INSTRUCTIONS TO FOLLOW
Give back all of the records underneath exactly, with no omissions.

***** INFORMATION GIVEN

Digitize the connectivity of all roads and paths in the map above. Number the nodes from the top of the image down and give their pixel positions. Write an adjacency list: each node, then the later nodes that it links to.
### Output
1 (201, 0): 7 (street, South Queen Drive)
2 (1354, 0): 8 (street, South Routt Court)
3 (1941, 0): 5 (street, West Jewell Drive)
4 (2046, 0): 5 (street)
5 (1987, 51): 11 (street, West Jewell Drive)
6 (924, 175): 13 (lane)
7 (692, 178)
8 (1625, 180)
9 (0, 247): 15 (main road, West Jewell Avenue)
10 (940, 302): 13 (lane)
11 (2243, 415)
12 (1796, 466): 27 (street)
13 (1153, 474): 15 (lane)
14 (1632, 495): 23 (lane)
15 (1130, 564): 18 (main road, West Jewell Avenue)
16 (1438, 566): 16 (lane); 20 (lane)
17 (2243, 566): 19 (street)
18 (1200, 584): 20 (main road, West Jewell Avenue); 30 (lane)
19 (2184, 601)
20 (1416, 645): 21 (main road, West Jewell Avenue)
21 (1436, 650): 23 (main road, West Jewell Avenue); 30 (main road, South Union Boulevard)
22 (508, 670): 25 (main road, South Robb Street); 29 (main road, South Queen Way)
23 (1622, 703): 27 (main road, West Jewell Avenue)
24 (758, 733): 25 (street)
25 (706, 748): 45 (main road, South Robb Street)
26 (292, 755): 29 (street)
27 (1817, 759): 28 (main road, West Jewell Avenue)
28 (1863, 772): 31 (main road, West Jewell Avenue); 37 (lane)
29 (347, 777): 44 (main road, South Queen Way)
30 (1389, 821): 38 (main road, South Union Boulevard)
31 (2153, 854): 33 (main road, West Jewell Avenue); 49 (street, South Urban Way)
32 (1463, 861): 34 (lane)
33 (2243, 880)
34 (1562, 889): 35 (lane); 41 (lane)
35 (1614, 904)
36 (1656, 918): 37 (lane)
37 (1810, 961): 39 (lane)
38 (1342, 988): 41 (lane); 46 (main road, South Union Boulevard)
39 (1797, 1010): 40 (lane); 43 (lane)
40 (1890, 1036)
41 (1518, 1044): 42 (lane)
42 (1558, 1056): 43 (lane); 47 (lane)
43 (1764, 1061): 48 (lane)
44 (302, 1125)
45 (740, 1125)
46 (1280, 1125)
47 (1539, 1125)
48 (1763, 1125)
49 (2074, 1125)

**********

TASK RESPONSE
Digitize the connectivity of all roads and paths in the map above. Number the nodes from the top of the image down and give their pixel positions. Write an adjacency list: each node, then the later nodes that it links to.
### Output
1 (201, 0): 7 (street, South Queen Drive)
2 (1354, 0): 8 (street, South Routt Court)
3 (1941, 0): 5 (street, West Jewell Drive)
4 (2046, 0): 5 (street)
5 (1987, 51): 11 (street, West Jewell Drive)
6 (924, 175): 13 (lane)
7 (692, 178)
8 (1625, 180)
9 (0, 247): 15 (main road, West Jewell Avenue)
10 (940, 302): 13 (lane)
11 (2243, 415)
12 (1796, 466): 27 (street)
13 (1153, 474): 15 (lane)
14 (1632, 495): 23 (lane)
15 (1130, 564): 18 (main road, West Jewell Avenue)
16 (1438, 566): 16 (lane); 20 (lane)
17 (2243, 566): 19 (street)
18 (1200, 584): 20 (main road, West Jewell Avenue); 30 (lane)
19 (2184, 601)
20 (1416, 645): 21 (main road, West Jewell Avenue)
21 (1436, 650): 23 (main road, West Jewell Avenue); 30 (main road, South Union Boulevard)
22 (508, 670): 25 (main road, South Robb Street); 29 (main road, South Queen Way)
23 (1622, 703): 27 (main road, West Jewell Avenue)
24 (758, 733): 25 (street)
25 (706, 748): 45 (main road, South Robb Street)
26 (292, 755): 29 (street)
27 (1817, 759): 28 (main road, West Jewell Avenue)
28 (1863, 772): 31 (main road, West Jewell Avenue); 37 (lane)
29 (347, 777): 44 (main road, South Queen Way)
30 (1389, 821): 38 (main road, South Union Boulevard)
31 (2153, 854): 33 (main road, West Jewell Avenue); 49 (street, South Urban Way)
32 (1463, 861): 34 (lane)
33 (2243, 880)
34 (1562, 889): 35 (lane); 41 (lane)
35 (1614, 904)
36 (1656, 918): 37 (lane)
37 (1810, 961): 39 (lane)
38 (1342, 988): 41 (lane); 46 (main road, South Union Boulevard)
39 (1797, 1010): 40 (lane); 43 (lane)
40 (1890, 1036)
41 (1518, 1044): 42 (lane)
42 (1558, 1056): 43 (lane); 47 (lane)
43 (1764, 1061): 48 (lane)
44 (302, 1125)
45 (740, 1125)
46 (1280, 1125)
47 (1539, 1125)
48 (1763, 1125)
49 (2074, 1125)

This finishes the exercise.